Chronique publiée dans la Tribune de Genève - Lundi 02.05.11
Bien sûr, Rome est un cirque et ce cirque est maxime. Bien sûr, il y a l’éternité de Cinecitta, la constante mise en scène de cette ville unique, le front audacieux des palais, le grand Du Bellay en avait très vite souffert. Bien sûr, une béatification est un show, une piqûre de rappel, « de propaganda fide », trop de faste, trop de télés, c’est Kate et William version Vatican. Catholique, je préfère la sobriété de Cluny. Ou Cîteaux. Ou la solitude d’une madone, au fond d’une chapelle de montagne. En Entremont.
Mais l’essentiel, hier à Rome, c’était la mémoire de cet homme-là. Dire qu’il m’a marqué est un bien faible mot. Le christianisme, non par les grands mots, mais par l’exemple. Un être seul, mais au cœur du monde, dans l’acuité de sa souffrance. Karol Wojtyla, c’était une solitude et une résistance.

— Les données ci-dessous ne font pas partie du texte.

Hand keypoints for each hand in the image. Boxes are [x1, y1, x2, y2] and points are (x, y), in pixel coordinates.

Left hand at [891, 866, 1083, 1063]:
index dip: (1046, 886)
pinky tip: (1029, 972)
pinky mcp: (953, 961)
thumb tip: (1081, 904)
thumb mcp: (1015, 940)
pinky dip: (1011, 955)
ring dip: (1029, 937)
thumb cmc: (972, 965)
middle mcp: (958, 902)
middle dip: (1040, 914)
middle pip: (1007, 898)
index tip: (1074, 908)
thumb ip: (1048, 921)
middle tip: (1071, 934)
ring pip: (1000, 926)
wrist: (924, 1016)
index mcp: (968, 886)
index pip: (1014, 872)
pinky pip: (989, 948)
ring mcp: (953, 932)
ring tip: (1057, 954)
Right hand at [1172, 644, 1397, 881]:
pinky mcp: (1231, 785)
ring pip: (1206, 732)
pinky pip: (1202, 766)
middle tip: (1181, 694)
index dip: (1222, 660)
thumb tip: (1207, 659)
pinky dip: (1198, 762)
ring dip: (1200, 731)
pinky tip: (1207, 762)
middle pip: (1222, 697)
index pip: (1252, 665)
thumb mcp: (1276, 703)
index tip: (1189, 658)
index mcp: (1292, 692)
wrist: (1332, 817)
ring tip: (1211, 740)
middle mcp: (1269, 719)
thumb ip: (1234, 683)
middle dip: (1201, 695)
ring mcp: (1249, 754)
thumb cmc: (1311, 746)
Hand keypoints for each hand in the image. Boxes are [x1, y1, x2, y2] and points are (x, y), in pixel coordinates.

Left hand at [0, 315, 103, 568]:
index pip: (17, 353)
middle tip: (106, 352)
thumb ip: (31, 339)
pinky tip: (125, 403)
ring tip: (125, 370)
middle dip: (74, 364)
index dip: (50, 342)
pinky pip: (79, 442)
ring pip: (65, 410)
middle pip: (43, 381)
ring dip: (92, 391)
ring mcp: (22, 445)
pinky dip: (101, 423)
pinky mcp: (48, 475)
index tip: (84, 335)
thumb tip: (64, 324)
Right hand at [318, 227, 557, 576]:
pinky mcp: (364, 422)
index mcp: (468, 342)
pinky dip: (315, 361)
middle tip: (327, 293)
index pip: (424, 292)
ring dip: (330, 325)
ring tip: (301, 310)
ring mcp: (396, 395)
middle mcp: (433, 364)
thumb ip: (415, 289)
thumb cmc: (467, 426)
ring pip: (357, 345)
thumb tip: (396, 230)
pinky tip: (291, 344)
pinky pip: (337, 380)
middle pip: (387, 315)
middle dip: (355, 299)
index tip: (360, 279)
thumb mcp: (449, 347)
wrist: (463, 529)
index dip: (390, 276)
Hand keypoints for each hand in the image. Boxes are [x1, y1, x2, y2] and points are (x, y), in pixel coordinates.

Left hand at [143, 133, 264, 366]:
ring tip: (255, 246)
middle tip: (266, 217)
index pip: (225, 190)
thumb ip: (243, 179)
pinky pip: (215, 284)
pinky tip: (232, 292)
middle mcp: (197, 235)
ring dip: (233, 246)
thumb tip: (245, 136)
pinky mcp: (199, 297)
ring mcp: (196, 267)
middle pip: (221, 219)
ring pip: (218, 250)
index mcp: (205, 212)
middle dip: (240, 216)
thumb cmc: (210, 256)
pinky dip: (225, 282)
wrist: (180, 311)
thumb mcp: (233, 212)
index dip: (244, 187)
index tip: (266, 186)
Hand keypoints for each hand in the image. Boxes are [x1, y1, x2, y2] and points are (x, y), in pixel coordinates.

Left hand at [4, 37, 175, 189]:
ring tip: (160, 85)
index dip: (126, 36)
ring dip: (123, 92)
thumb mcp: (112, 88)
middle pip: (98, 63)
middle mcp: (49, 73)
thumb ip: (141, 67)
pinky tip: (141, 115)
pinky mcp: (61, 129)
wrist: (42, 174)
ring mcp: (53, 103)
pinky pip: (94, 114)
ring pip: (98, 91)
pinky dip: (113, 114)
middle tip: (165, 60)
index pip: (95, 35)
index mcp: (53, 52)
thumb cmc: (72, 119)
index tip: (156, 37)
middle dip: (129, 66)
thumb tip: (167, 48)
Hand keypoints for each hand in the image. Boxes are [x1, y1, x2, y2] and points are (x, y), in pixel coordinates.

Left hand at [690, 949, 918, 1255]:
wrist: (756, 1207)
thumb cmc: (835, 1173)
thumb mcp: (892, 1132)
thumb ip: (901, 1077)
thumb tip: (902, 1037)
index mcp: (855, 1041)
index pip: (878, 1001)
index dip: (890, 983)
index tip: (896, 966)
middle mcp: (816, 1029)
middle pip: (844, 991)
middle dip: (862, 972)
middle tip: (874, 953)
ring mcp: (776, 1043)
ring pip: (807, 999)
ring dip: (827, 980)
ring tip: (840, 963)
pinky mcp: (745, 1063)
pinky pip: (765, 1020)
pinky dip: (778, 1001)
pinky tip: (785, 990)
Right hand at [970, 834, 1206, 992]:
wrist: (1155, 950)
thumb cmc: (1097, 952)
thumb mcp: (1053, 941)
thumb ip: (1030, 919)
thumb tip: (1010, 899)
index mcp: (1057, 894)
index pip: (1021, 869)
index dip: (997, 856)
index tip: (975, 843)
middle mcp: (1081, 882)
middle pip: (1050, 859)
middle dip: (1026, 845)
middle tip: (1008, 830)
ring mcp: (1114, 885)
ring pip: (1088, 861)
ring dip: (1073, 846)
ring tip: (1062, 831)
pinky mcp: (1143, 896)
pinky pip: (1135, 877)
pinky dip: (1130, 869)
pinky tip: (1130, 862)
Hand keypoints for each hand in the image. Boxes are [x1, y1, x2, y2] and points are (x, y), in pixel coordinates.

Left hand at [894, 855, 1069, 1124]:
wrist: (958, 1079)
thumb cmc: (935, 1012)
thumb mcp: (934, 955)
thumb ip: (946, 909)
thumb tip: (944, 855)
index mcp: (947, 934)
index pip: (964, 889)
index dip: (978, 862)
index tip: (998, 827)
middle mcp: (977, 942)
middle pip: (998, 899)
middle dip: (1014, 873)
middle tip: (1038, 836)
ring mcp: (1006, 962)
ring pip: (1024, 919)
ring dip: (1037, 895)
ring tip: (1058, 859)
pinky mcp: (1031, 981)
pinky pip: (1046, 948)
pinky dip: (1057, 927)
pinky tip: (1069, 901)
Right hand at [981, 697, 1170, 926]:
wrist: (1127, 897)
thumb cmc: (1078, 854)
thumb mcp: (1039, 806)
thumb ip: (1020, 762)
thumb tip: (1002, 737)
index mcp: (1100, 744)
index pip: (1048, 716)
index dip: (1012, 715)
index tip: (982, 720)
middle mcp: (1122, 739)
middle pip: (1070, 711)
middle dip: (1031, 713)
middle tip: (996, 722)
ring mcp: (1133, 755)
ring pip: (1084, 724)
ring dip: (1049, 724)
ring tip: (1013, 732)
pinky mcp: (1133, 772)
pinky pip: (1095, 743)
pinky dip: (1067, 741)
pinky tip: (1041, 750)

Un homme sur le chemin, dont les dernières années furent de croix, comme tant d’entre nous, face à la maladie, parfois l’abandon. Souffrance au cœur des souffrances. Avec elles. Juste Simon de Cyrène, qui aide à porter. C’est tout.
Alors voilà, il est mort il y a six ans, et je resterai simplement fier d’avoir été, quelque part dans la masse du monde, son contemporain. Au-delà de la foi qui est chose privée, et dont je suis d’ailleurs incapable de parler, il y avait la lumière d’un exemple. Le sien. Pas la Lumière blafarde, avec un grand L. Non, juste le lumignon. Auprès de la madone. Celle qui nous sourit.